Interesting bug where by using the <audio> tag and the range parameter inside a service worker, a site could remotely load any content from any other site, bypassing CORS completely (Cross-Origin Resource Sharing). Several browsers were vulnerable at some point, but only Edge was left. You can find the technical write-up here.
Nothing groundbreaking after all the unsecured MongoDB and Redis instances, but a good reminder to make sure you secure your Firebase implementation properly.
Using just the public key or key ID, one could spoof a digital signature that would be seen as valid by the PGP implementation. Lot's of tools have received patches.
DNS Rebinding is getting more attention these days. The article explains the vulnerability well, and shows how a researcher was able to use it to remotely control Google Home, Roku and Sonos devices.
gVisor is a sandbox system to run untrusted containers in isolation, integrated with Docker and Kubernetes.
It's been known in forensics for years, so consider it more of a head's up: when using Quicklook or Finder for files on an encrypted drive, the thumbnail (both for images and documents) can be stored on a non-encrypted location.
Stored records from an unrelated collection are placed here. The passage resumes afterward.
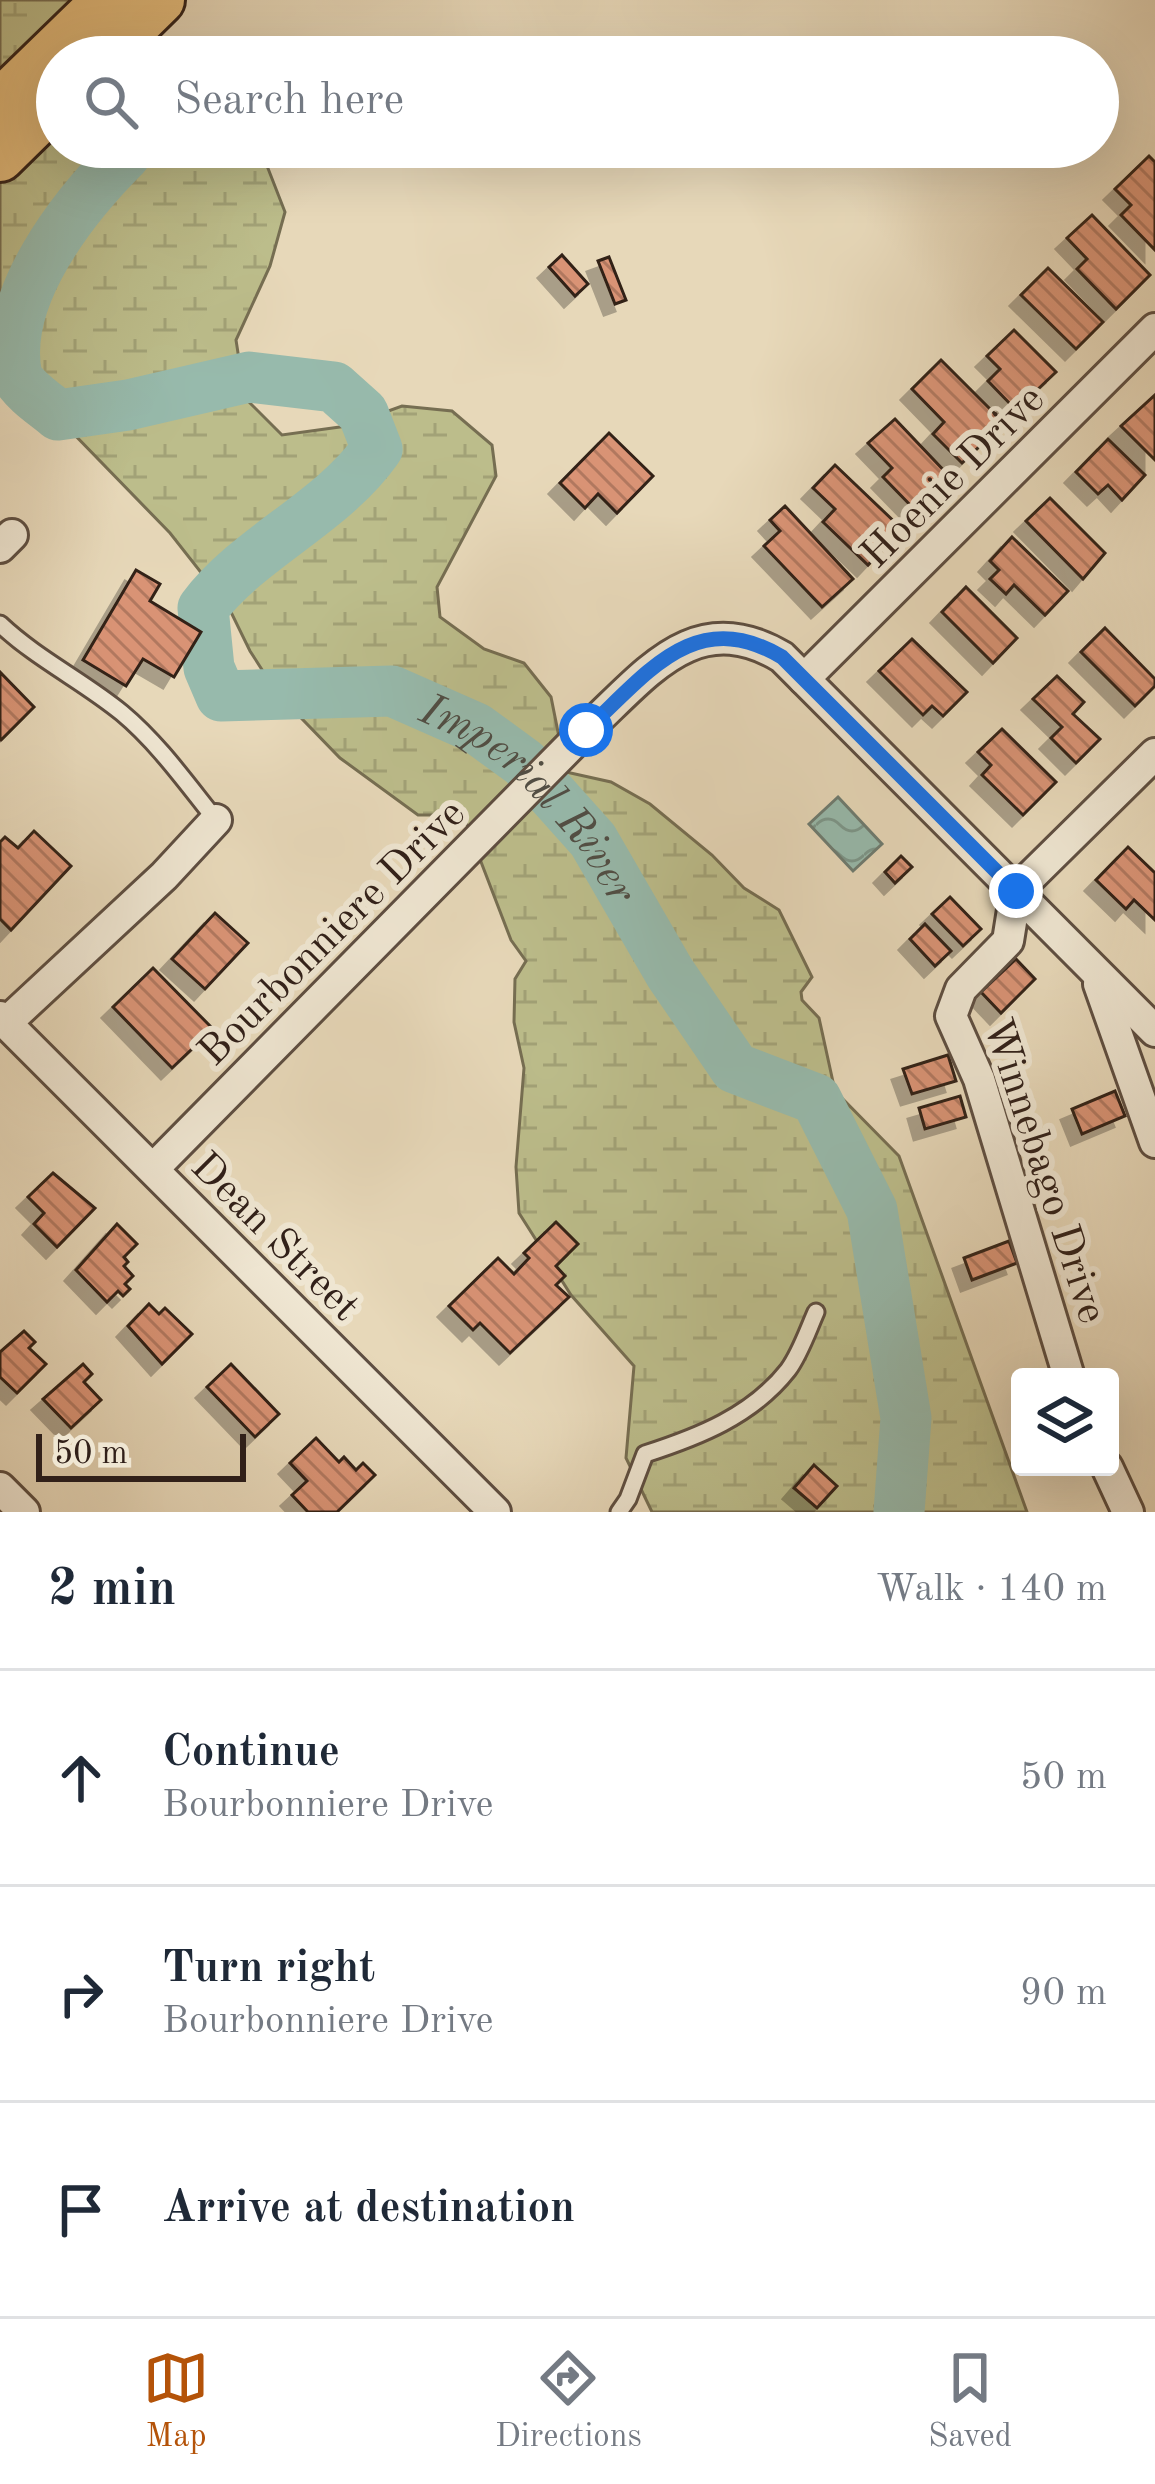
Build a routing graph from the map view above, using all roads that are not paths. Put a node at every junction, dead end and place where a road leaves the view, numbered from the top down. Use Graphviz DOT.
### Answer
graph roads {
  1 [pos="107,0"];
  2 [pos="160,0"];
  3 [pos="70,36"];
  4 [pos="123,36"];
  5 [pos="36,69"];
  6 [pos="0,104"];
  7 [pos="36,122"];
  8 [pos="0,157"];
  9 [pos="1155,328"];
  10 [pos="0,624"];
  11 [pos="804,679"];
  12 [pos="1155,754"];
  13 [pos="217,820"];
  14 [pos="1016,891"];
  15 [pos="1092,968"];
  16 [pos="3,1020"];
  17 [pos="1155,1031"];
  18 [pos="1155,1142"];
  19 [pos="153,1169"];
  20 [pos="817,1312"];
  21 [pos="1066,1368"];
  22 [pos="1111,1476"];
  23 [pos="0,1488"];
  24 [pos="24,1512"];
  25 [pos="495,1512"];
  26 [pos="619,1512"];
  27 [pos="1128,1512"];
  1 -- 3 [label="main road"];
  2 -- 4 [label="main road"];
  5 -- 6 [label="main road"];
  7 -- 8 [label="main road"];
  9 -- 11 [label="street, Hoenie Drive"];
  10 -- 13 [label="lane"];
  11 -- 14 [label="street, Bourbonniere Drive"];
  11 -- 19 [label="street, Bourbonniere Drive"];
  12 -- 14 [label="street"];
  13 -- 16 [label="street"];
  14 -- 15 [label="street, Bourbonniere Drive"];
  14 -- 21 [label="street, Winnebago Drive"];
  15 -- 17 [label="street, Bourbonniere Drive"];
  15 -- 18 [label="street"];
  16 -- 19 [label="street, Dean Street"];
  19 -- 25 [label="street, Dean Street"];
  20 -- 26 [label="lane"];
  22 -- 27 [label="street"];
  23 -- 24 [label="street"];
}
Interesting blogpost on the upcoming iOS feature that auto-fills two-factor SMS tokens. It would be a great convenience, but it might come with risks too.
WAFs are a good security measure but the security of your web applications should not solely depend on it, because they can be bypassed. Watch this demo on Paul’s Security Weekly during which a researcher from Netsparker explains and demos how modern web application firewalls can be defeated.
Fleetsmith just launched new security features: remote lock and wipe of employees' devices and kernel extension whitelisting. You can also escrow each Mac's FileVault recovery key, and enforce a company policy for password and screen saver settings. I use Fleetsmith every day, much recommended :)